We will apply Gauss' Law to the regions where the electric field is asked.

Gauss' Law states that if you draw an imaginary surface enclosing a charge distribution, then the electric field through the imaginary surface is equal to the total charge enclosed by this surface divided by electric permittivity.

\int\vec{E}d\vec{a} = \frac{Q_{\rm enc}}{\epsilon_0}

a. For this case, we will draw the imaginary surface between the inner and outer shell of the sphere. The total charge enclosed by this surface will be equal to the sum of the charge Q at the center and charge of the shell within the volume from R1 and r.

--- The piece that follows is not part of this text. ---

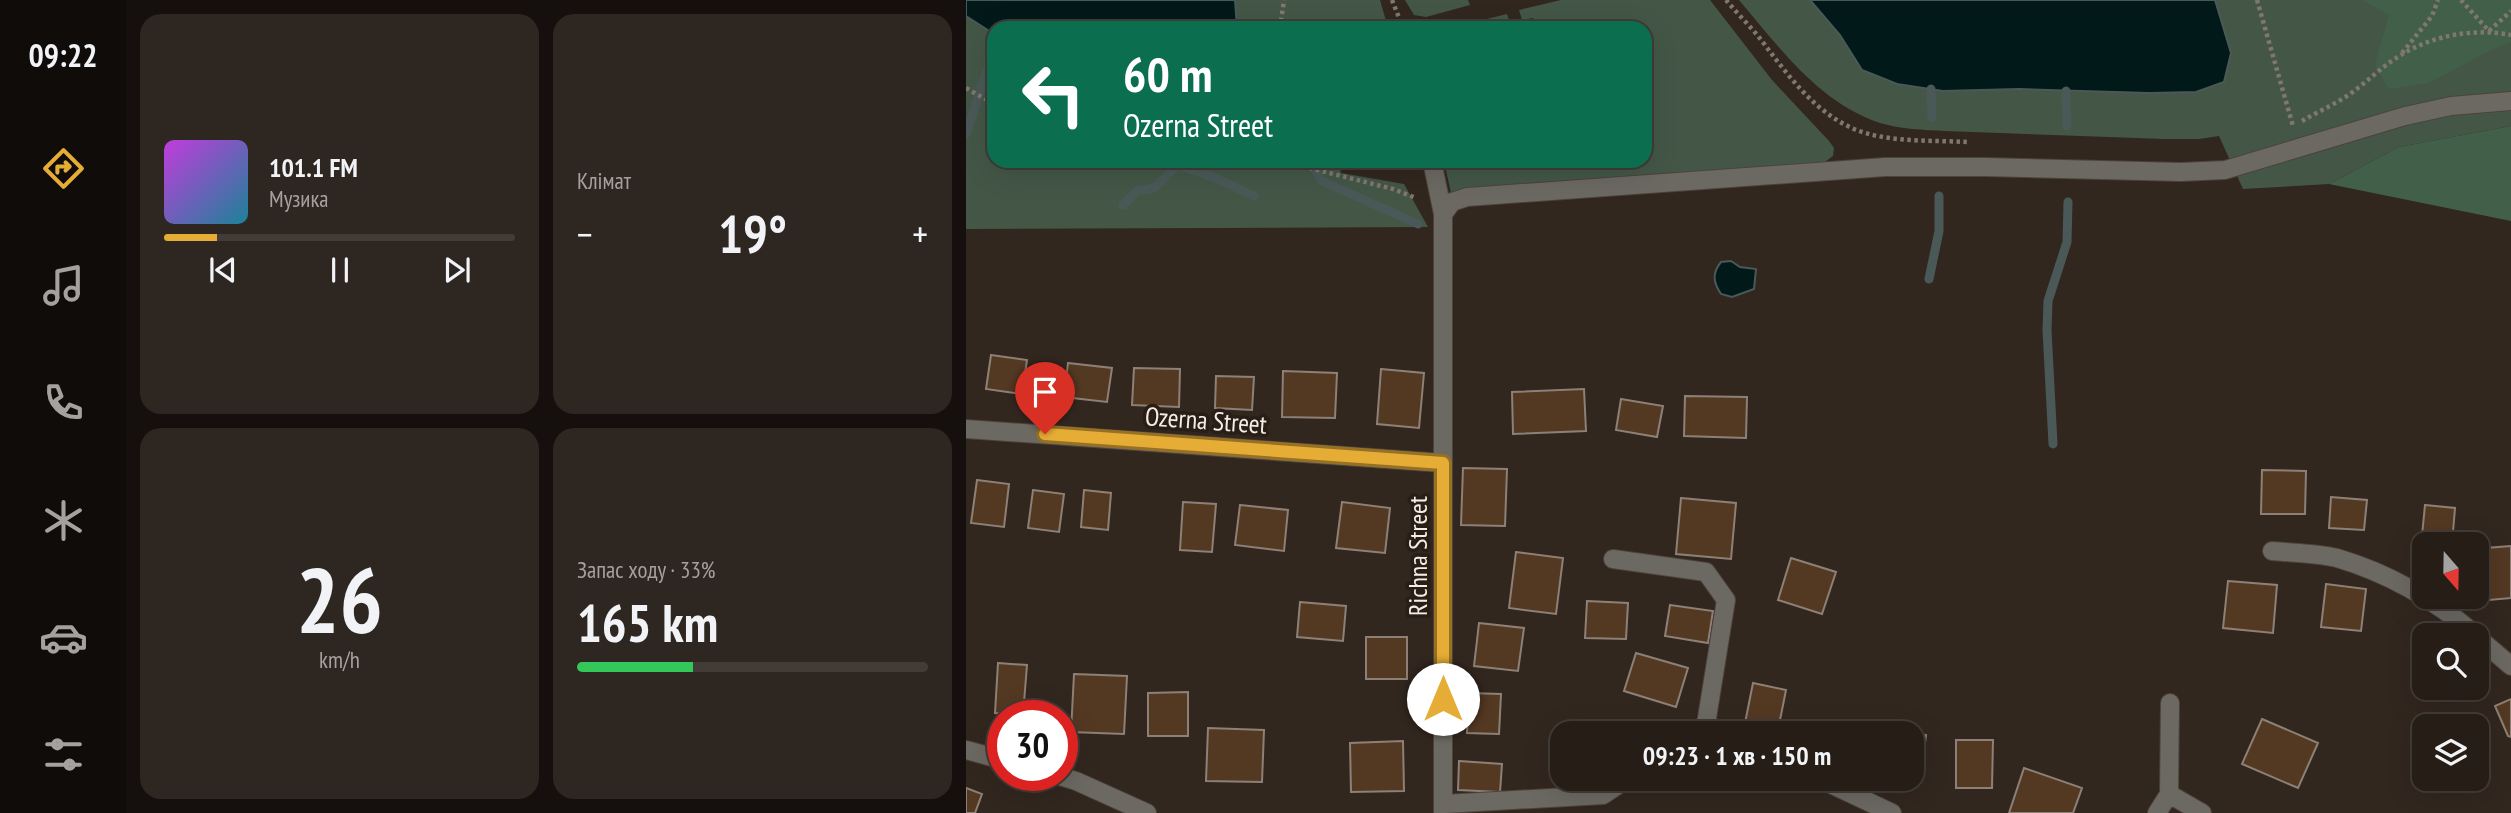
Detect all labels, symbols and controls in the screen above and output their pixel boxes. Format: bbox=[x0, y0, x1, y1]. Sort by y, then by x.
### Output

Here, r = 0.5(R1+R2) = 12 cm.

E4\pi r^2 = \frac{Q_{\rm enc}}{\epsilon_0}\\Q_{\rm enc} = Q + \rho V_{\rm enc} = Q + (Ar) (\frac{4}{3}\pi (r^3 - R_1^3)) = (-35\times 10^{-9}) + (16\times 10^{-6})(12\times 10^{-2})(\frac{4}{3}\pi((12\times 10^{-2})^3 - (5\times 10^{-2})^3)) = -2.21\times 10^{-8}~C

E = \frac{-2.21\times 10^{-8}}{4\pi (12\times10^{-2})^2 \epsilon_0} = -1.38\times 10^4~N/C\\E = -13.8~kN/C

b. For this case, we will draw the imaginary surface on the outside of the shell.

The total charge enclosed by this surface will be equal to the sum of the charge at the center and the total charge of the shell.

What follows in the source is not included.